#### Working data:

BEGIN

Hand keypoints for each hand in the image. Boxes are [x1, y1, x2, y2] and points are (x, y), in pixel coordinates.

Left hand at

END
BEGIN

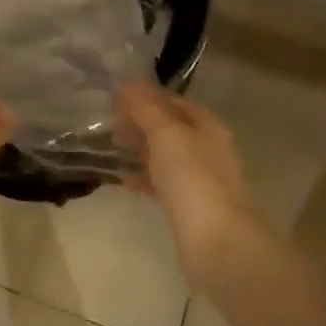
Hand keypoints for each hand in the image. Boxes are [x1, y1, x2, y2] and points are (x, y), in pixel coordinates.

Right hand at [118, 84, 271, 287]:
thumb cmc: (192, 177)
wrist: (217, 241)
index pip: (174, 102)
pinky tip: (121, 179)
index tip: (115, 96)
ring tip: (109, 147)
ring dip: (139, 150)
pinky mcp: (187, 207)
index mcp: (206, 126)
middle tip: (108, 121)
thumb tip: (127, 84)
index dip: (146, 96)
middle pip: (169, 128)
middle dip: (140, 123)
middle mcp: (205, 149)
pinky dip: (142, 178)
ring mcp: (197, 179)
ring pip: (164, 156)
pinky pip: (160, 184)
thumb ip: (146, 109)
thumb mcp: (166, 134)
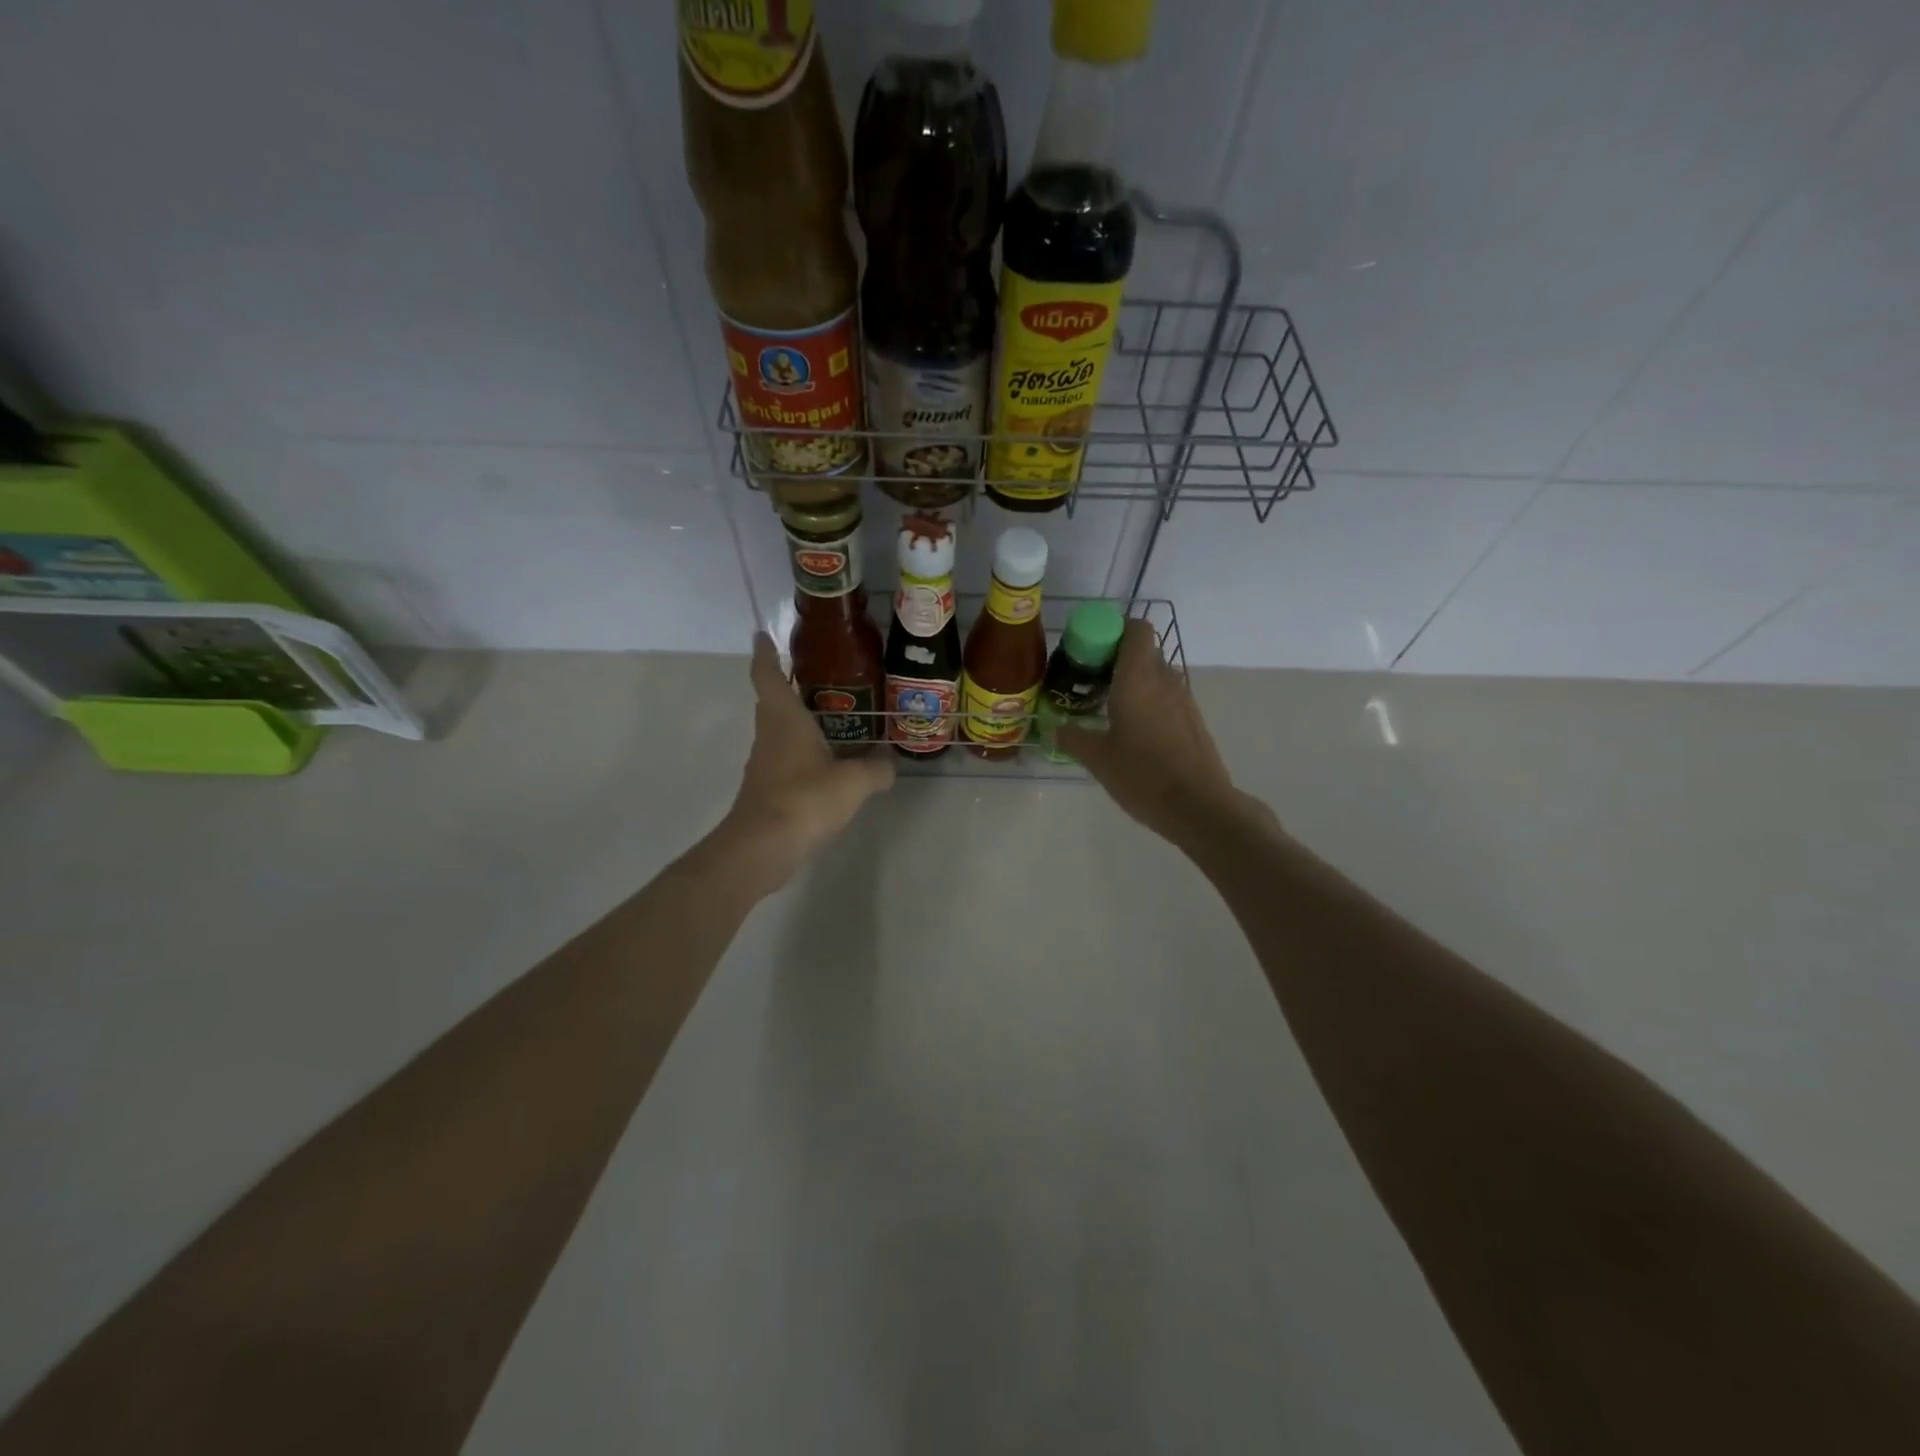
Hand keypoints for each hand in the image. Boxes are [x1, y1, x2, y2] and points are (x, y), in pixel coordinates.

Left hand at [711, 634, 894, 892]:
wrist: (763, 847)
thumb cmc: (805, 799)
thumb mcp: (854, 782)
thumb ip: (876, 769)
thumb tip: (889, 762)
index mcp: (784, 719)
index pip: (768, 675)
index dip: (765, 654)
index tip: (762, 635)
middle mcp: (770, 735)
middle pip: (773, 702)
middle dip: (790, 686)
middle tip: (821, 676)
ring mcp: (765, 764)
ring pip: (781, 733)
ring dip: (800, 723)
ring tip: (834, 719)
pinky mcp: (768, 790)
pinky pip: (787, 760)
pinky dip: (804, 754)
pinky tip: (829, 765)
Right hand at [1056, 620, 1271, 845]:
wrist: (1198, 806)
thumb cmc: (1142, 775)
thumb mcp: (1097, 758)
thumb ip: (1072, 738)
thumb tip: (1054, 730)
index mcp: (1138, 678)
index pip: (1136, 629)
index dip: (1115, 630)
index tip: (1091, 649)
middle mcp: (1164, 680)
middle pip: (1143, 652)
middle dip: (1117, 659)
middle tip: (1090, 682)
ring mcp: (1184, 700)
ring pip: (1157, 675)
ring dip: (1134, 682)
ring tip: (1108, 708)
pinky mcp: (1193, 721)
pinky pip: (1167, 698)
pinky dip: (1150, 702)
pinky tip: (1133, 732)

END
BEGIN

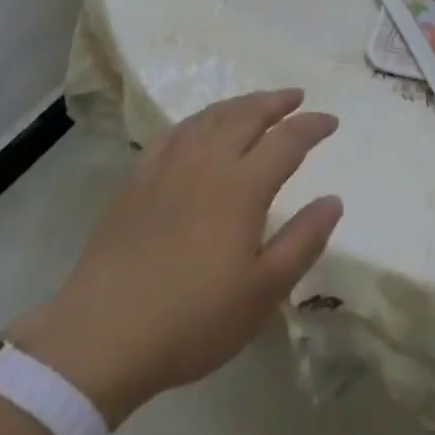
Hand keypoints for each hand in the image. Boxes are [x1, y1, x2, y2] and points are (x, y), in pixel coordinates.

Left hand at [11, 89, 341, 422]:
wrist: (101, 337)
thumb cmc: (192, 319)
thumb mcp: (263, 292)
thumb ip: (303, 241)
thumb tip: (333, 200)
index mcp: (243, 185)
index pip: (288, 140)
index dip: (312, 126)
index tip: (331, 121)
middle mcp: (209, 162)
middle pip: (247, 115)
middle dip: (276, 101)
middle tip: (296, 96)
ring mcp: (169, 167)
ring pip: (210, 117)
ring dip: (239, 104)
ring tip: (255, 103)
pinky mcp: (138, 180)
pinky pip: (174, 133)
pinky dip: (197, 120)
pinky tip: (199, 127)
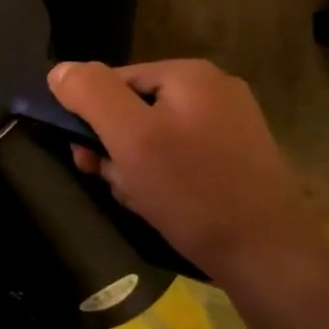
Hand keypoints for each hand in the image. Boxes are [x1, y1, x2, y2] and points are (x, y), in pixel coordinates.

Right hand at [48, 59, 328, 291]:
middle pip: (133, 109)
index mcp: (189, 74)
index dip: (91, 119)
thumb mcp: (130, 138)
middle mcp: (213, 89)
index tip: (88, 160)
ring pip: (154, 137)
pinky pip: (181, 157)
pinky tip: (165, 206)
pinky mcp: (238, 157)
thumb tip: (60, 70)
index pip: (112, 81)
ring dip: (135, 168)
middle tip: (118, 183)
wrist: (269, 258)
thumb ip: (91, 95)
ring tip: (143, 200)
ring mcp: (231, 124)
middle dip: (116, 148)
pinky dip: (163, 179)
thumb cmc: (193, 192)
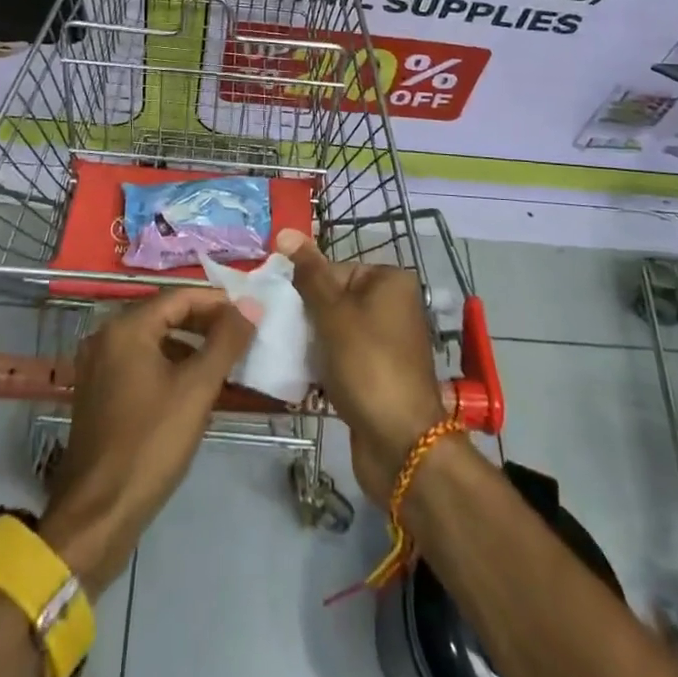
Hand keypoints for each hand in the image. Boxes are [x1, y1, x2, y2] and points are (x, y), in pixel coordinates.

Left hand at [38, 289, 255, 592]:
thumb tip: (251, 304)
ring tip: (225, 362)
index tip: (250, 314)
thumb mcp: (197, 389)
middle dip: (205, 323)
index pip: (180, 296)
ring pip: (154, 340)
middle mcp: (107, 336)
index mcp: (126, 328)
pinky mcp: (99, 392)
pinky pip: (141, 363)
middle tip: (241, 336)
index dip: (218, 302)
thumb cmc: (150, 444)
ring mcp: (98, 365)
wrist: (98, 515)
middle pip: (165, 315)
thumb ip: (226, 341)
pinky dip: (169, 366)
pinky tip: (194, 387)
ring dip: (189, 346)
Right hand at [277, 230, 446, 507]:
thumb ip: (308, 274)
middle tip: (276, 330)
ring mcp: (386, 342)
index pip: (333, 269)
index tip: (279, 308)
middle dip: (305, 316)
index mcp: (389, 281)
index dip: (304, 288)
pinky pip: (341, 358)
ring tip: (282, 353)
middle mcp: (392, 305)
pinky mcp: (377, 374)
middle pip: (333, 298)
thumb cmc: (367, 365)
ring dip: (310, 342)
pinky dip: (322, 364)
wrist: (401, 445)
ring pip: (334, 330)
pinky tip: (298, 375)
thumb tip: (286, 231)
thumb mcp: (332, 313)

END

#### What this task involves:
Since only part of the listing is wanted, copy exactly the lines from the one holding "index dip: (1115, 630)" to the one holding "pinky tip: (1133, 732)", both included.

#### Completed exercise:
index dip: (1115, 630)
index tip: (1091, 649)
middle mcp: (1164, 680)
middle pip: (1143, 652)
middle dip: (1117, 659)
middle tip: (1090, 682)
ring mcp: (1184, 700)
ring pip: (1157, 675)
ring dip: (1134, 682)
ring tip: (1108, 708)
pinky mcp: (1193, 721)
pinky pip: (1167, 698)
pinky dip: (1150, 702)
pinky tip: (1133, 732)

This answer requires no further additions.